With the Soviet threat gone, there were some worries about nuclear proliferation and banditry, but nothing on the scale of the 1980s’ ever-present dread of oblivion. A worst-case nuclear scenario involved, realistically speaking, a terrorist detonating a dirty bomb and irradiating a major financial hub—a horrifying thought, of course, but it fell well short of the mutually-assured destruction scenarios predicted by endless numbers of Cold War simulations. For Americans, the removal of the hammer and sickle and its replacement with the horizontal tricolor meant not just victory, but relief, a return to a form of presumed normalcy that none of them had ever before lived under.
History was over, the dialectic had found its synthesis: the American Citizen was the Last Man. As Fukuyama himself proclaimed, the democratization of the world was inevitable: “there is a fundamental process at work that dictates a common evolutionary pattern for all human societies—in short, something like a Universal History of mankind in the direction of liberal democracy.”1 We really believed this back then, and for about ten years, it was very easy to believe.
Fukuyama has spent about twenty of the last thirty years being rhetorically flogged for his book, and perhaps rightfully so. But thirty years does a lot for retrospection. The collapse of the Soviet regime meant not only triumph over a defeated foe, but a positive ideological assertion of the American system itself. Reagan had attached a vocal expression to the Cold War that most Americans had felt for decades: that it was in some sense a holy war, a war loaded with moral ramifications, and one in which the Americans were the unequivocal good guys battling the famously monikered Evil Empire.
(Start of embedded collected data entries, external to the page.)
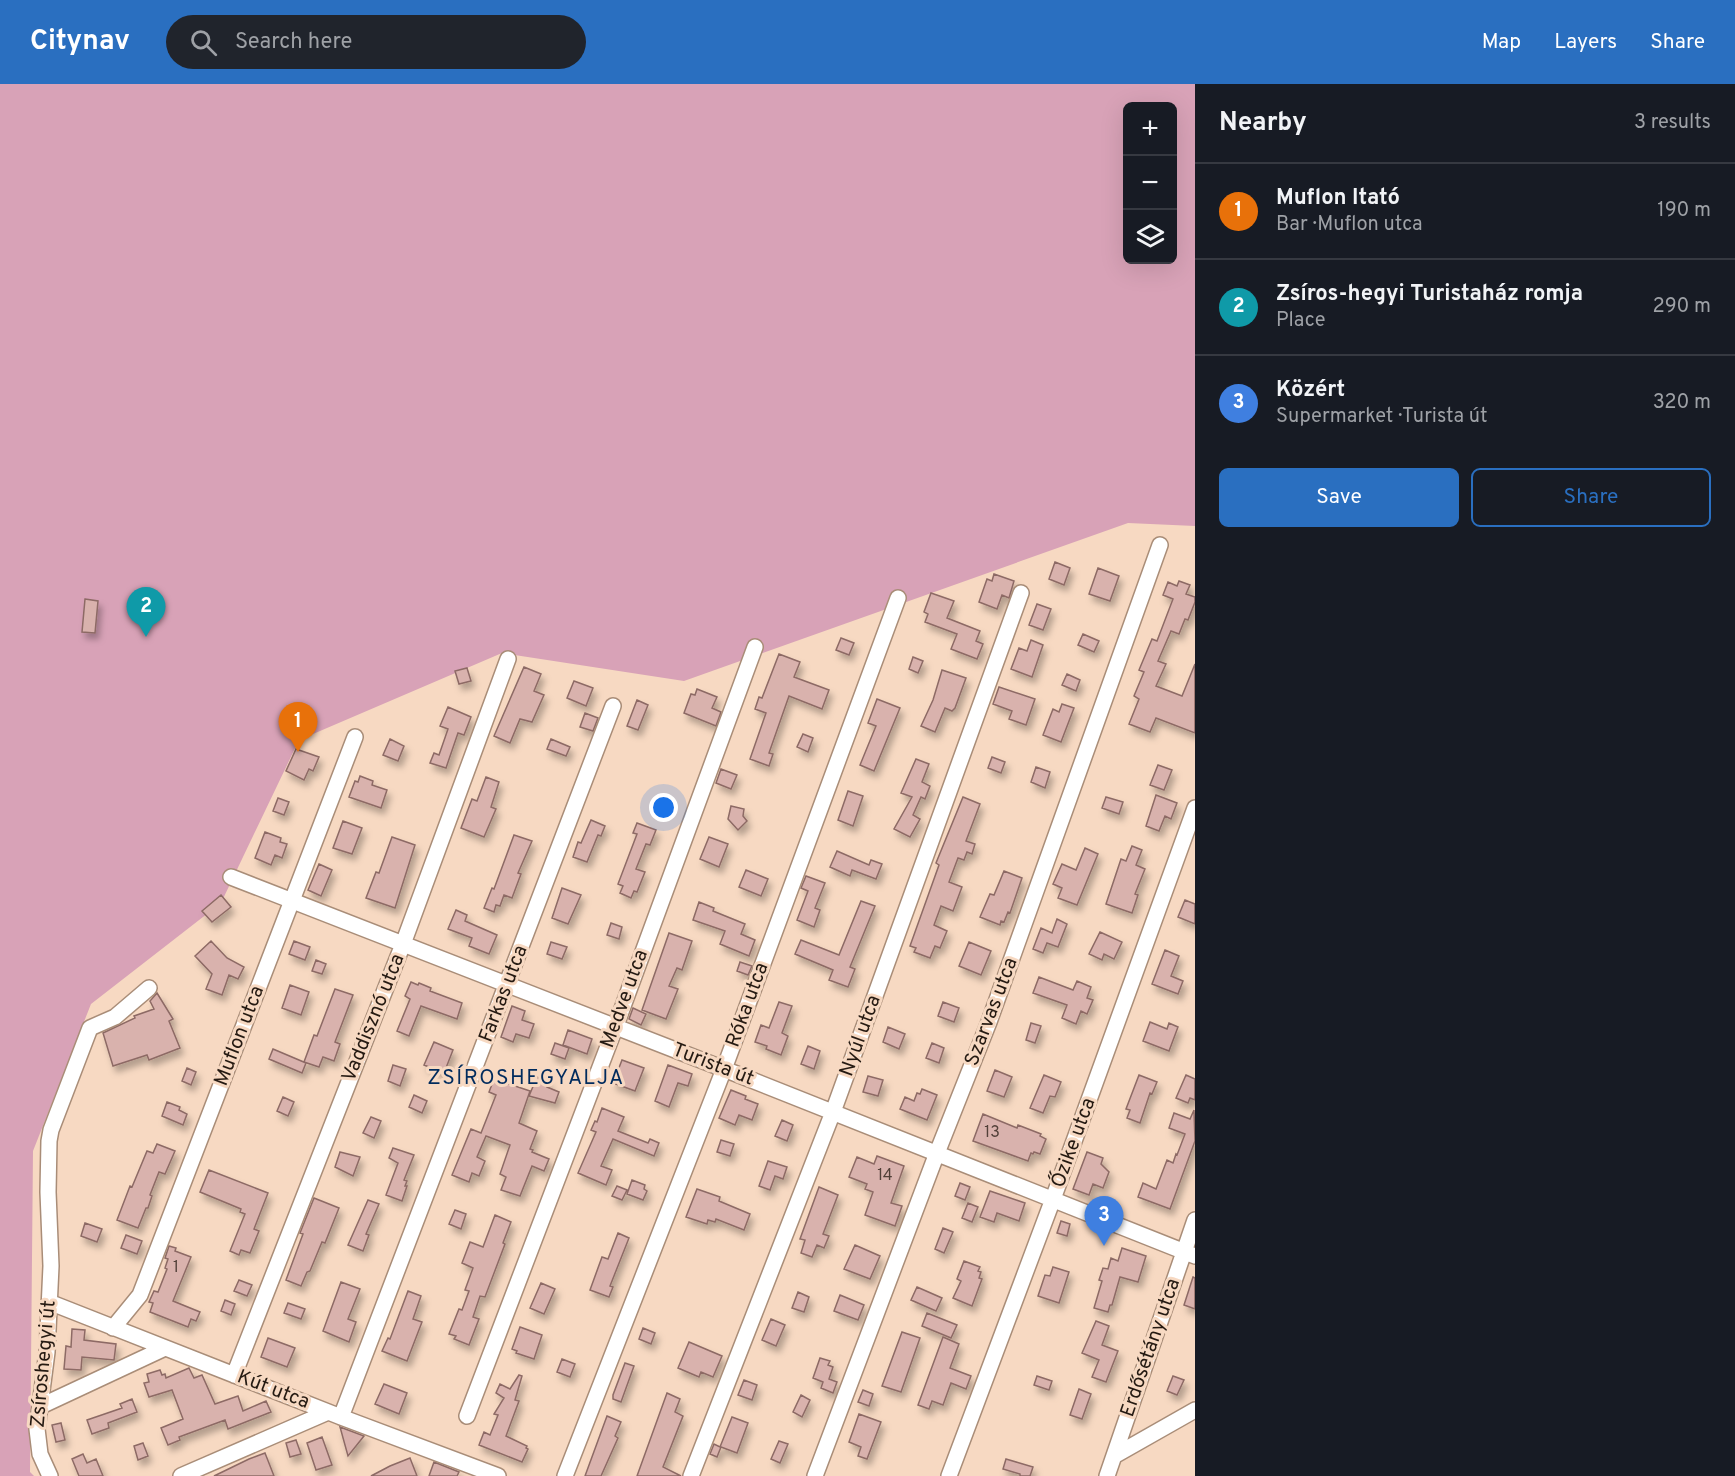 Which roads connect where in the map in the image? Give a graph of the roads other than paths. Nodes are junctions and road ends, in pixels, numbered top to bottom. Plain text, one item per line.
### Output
1 (1160, 545) dead end
2 (1021, 593) dead end
3 (898, 598) dead end
4 (755, 648) dead end
5 (507, 659) dead end
6 (613, 706) dead end
7 (355, 737) dead end
8 (1195, 808) edge
9 (231, 878) dead end
10 (293, 902) junction
11 (403, 944) junction
12 (507, 986) junction
13 (149, 988) dead end
14 (615, 1028) junction
15 (724, 1069) junction
16 (833, 1112) junction
17 (937, 1153) junction
18 (1053, 1199) junction
19 (1195, 1220) edge
20 (1189, 1253) edge
21 (49, 1302) junction
22 (113, 1328) junction
23 (165, 1348) junction
24 (234, 1375) junction
25 (41, 1406) junction
26 (1195, 1410) edge
27 (334, 1414) junction
28 (467, 1416) dead end
29 (1114, 1456) junction
30 (50, 1476) edge
31 (181, 1476) edge
32 (498, 1476) edge
33 (566, 1476) edge
34 (691, 1476) edge
35 (815, 1476) edge
36 (949, 1476) edge
37 (1107, 1476) edge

We can’t blame Reagan for such hyperbole, really, when the threat of nuclear oblivion put everyone on edge. But such a belief had consequences for when the war finally ended. The American system would be declared superior not just over the Soviet alternative, but over any alternative.
Perhaps it was distinctly American hubris that suggested so, or merely the hubris of a sole remaining global hegemon; whatever the reason, the fact that it was America’s destroyers that patrolled the shipping lanes and America’s aircraft carriers that could be parked in any gulf within a day’s notice seemed like providence. We more or less took it in stride that we won because we were the good guys, not merely the better guys. Lest we forget, by the start of the 90s, San Francisco and Philadelphia—among others—were still reeling from the AIDS “crisis” that had resulted from rampant sodomitical promiscuity. Women were getting abortions at about double the rates they are now. And worse, these were presented as unfortunate side-effects of supposedly good things, morally righteous behaviors. Liberalism, the core set of religious values at the heart of America’s crusade against Soviet tyranny, was nothing without sexual license.
Lest we forget, abortion was pitched to Americans in the early 90s as safe, legal, and rare, a maddening and yet perplexingly necessary side-effect of sexual liberty. AIDS, likewise, was an apparently unfortunate side-effect of the fundamental right to unrestricted sexual gratification. The groups that foisted this ideology knew they were lying; most of them knew that these unfortunate side effects would be the positive selling points within a few short decades. “Safe, legal, and rare” became “shout your abortion”. The “AIDS epidemic” became immune deficiency positivity. Sex ed became drag queen story hour. In the early 90s, you could have guessed that this was the direction the American Empire was going to go, but you’d have been called—like Pat Buchanan—a crank. It’s hard to tell whether it was a certain sense of American decency that prohibited believing in such a slippery slope, or if instead it head been decades of successful social engineering. The results speak for themselves.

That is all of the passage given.